Colouring books help you foster self-awareness
Okay, this one, I’m quite sure, is introspection. So my question here is, is it the colouring that fosters self awareness, or is it just the fact that they can think without being interrupted that is fostering self awareness? Correlation is not causation, and just because you become “more self-aware” during colouring doesn’t mean that colouring was the cause. Anyway, silence, too, is touted to aid with introspection, and again, it’s a little cheaper and requires a few less limbs to do.
Colouring books help you manage behaviour and addictions
You know, replacing one addiction with the next might not be the greatest idea. Saying that spending time on one activity (colouring) causes reductions in other activities (the addictions), too, is sort of a no-brainer. And I’m quite sure people have been getting over addictions long before (and will long after) colour pencils came along.

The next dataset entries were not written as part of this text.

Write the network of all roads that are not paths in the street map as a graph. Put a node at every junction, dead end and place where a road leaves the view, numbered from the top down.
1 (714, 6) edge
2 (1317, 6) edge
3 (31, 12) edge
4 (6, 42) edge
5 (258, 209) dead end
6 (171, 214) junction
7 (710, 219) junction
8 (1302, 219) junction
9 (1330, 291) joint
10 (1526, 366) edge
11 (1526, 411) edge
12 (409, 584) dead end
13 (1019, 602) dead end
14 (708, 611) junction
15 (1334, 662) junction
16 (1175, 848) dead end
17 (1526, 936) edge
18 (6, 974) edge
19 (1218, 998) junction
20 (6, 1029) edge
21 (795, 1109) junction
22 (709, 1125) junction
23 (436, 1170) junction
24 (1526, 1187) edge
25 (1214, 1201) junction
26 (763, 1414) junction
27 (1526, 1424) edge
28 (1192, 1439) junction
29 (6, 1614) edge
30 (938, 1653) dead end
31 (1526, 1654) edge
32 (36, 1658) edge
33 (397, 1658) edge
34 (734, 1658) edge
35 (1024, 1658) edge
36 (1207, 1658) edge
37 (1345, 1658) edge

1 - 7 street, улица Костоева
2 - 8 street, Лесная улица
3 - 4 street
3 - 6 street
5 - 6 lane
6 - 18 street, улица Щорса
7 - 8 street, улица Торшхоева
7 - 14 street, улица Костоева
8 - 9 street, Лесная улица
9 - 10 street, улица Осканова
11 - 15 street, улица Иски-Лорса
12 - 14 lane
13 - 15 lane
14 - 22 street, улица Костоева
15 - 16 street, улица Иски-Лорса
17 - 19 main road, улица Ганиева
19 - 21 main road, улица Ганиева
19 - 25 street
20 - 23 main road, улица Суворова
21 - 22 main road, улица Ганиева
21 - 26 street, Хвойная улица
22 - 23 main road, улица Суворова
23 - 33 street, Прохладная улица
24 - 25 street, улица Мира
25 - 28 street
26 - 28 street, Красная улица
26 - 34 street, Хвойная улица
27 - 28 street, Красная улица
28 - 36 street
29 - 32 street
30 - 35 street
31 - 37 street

Colouring books help you develop social skills
I’m kind of in a fog about how colouring develops social skills. I mean, were they testing adults or kids here? Also, there’s a fine difference between social life and uh, social media life. Pictures of colouring books might be great Snapchat stuff, but I’m quite sure people will think you’re weird if you parade your colouring book drawings around. I mean, seriously, the only social skill I can think of that I can possibly learn from colouring is maybe not to cross the line.
Colouring books help you improve reality orientation
Forgive me for saying this (or condemn me, that’s good too), but again, I thought that the best way to figure out what’s real was to test it empirically. Isn’t that how people anchor themselves in reality? You know, by seeing whether their beliefs check out with the real world? Again, the only situation where I might find a grip on reality while colouring might be a revelation that vermilion and cinereous don’t look good together. Or that the Eiffel Tower isn’t actually purple.

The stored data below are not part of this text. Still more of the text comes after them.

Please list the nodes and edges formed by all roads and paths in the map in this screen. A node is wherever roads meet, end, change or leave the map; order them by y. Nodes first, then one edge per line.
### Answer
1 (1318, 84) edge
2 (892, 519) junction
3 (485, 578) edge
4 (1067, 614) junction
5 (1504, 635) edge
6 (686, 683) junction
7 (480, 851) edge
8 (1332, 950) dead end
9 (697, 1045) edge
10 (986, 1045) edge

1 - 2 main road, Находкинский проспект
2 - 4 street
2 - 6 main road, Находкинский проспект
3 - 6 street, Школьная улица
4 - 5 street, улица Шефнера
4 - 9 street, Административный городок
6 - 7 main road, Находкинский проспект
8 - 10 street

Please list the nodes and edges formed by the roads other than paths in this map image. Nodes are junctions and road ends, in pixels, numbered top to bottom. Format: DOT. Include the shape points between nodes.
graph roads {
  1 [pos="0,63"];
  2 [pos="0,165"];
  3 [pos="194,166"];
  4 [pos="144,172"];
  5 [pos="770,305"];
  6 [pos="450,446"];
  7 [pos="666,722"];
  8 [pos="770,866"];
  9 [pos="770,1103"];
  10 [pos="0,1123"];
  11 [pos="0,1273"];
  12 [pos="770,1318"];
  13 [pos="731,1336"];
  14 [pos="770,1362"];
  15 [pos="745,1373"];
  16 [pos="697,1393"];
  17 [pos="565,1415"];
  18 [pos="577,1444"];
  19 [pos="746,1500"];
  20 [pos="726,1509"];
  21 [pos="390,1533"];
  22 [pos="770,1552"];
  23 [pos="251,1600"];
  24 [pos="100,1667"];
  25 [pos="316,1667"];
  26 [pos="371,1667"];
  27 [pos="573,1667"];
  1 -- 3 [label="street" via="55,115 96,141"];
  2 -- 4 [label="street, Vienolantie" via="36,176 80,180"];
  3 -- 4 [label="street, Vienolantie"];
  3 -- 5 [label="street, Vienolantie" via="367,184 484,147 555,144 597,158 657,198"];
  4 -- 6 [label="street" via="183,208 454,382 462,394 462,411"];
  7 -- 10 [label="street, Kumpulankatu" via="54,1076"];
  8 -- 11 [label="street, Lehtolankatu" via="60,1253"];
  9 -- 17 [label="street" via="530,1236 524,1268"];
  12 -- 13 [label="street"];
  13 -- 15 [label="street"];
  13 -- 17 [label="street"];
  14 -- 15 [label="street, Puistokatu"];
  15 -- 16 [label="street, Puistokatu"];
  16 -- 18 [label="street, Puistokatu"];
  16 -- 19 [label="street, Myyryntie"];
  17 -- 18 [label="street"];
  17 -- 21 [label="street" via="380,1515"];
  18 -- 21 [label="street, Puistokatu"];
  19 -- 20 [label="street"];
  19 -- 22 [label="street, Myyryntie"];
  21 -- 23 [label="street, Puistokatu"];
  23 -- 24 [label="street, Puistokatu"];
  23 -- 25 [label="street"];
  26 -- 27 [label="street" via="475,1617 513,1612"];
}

Colouring books help you reduce anxiety
Well, I’m quite sure colouring can increase anxiety. You kind of get that feeling after having to colour this:
Anyway, I figured out after that colouring makes you annoyed, especially when you colour across lines. And it certainly doesn’t reduce anxiety, because we had to hand those up to our biology teacher to mark. Totally relieving.

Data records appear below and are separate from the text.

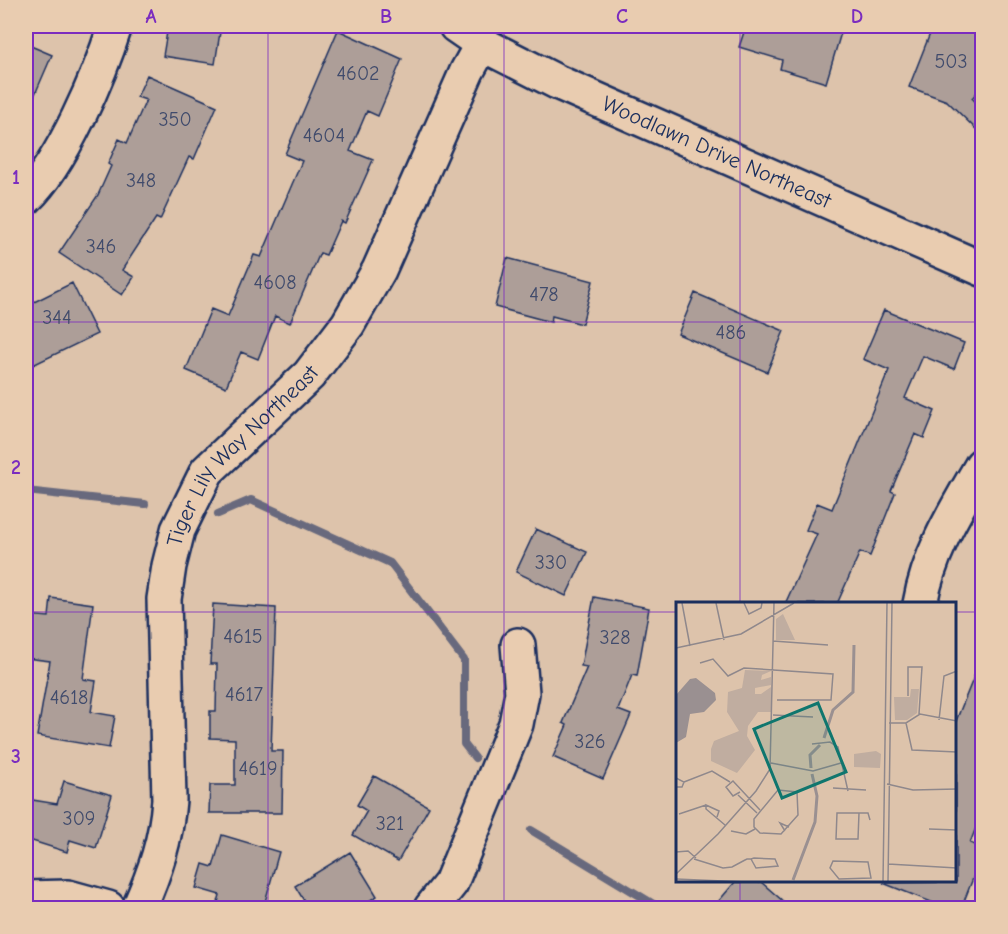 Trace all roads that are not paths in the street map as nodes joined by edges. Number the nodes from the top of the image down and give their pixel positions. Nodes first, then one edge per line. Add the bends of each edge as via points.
1 (115, 26) edge
2 (456, 26) edge
3 (482, 44) junction
4 (26, 198) edge
5 (982, 270) edge
6 (982, 465) edge
7 (920, 602) edge
8 (518, 645) dead end
9 (26, 898) edge
10 (108, 909) edge
11 (139, 909) edge
12 (431, 909) edge

1 - 4 street via 61,151 40,185
2 - 3 street, Woodlawn Drive Northeast
3 - 5 street, Woodlawn Drive Northeast via 557,82
3 - 11 street, Tiger Lily Way Northeast via 380,270 348,324 309,375 207,471 178,530 168,566 165,600 169,800 166,831 159,862
6 - 7 street via 942,533 930,561
8 - 12 street via 522,693 516,724 451,883
9 - 10 street via 68,897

Colouring books help you increase self-esteem
I’m sorry, but are there any failures in life out there that get their self-worth from a colouring page? I mean, I can see how colouring would increase one’s self-esteem, but I can’t see how it would do a better of a job of raising self-esteem than an industrious day of some meaningful work. We know colouring raises self-esteem, yes. We see children proudly displaying their colouring pages all the time. However, I’m saying that if colouring is your main engine to gain self esteem, you’ve got a problem, because the only people I know whose proudest achievements are colouring pages are under the age of five.
Oh, and just because I’m annoyed, here’s a piece of advice from another proponent of colouring (and art therapy too):
“You can tell a lot about the way a person is feeling by the images that they draw, the colors that they use, etc. A child who draws skulls and other disturbing objects might be crying out for help, in the only way that he/she knows how.”
By that definition, people like Guillermo del Toro and Stephen King are deeply disturbed and suicidal and should be taken to the nearest psychiatric ward. Why those two haven’t been pounced on by art therapists, but every three-year-old drawing a skull has, certainly beats me.
But I have probably taken too much of your time, so let me let you get back to your colouring book club or your colouring book burning club, whichever one suits your taste a little more.
Or, if you’re a kid, your colouring book eating club.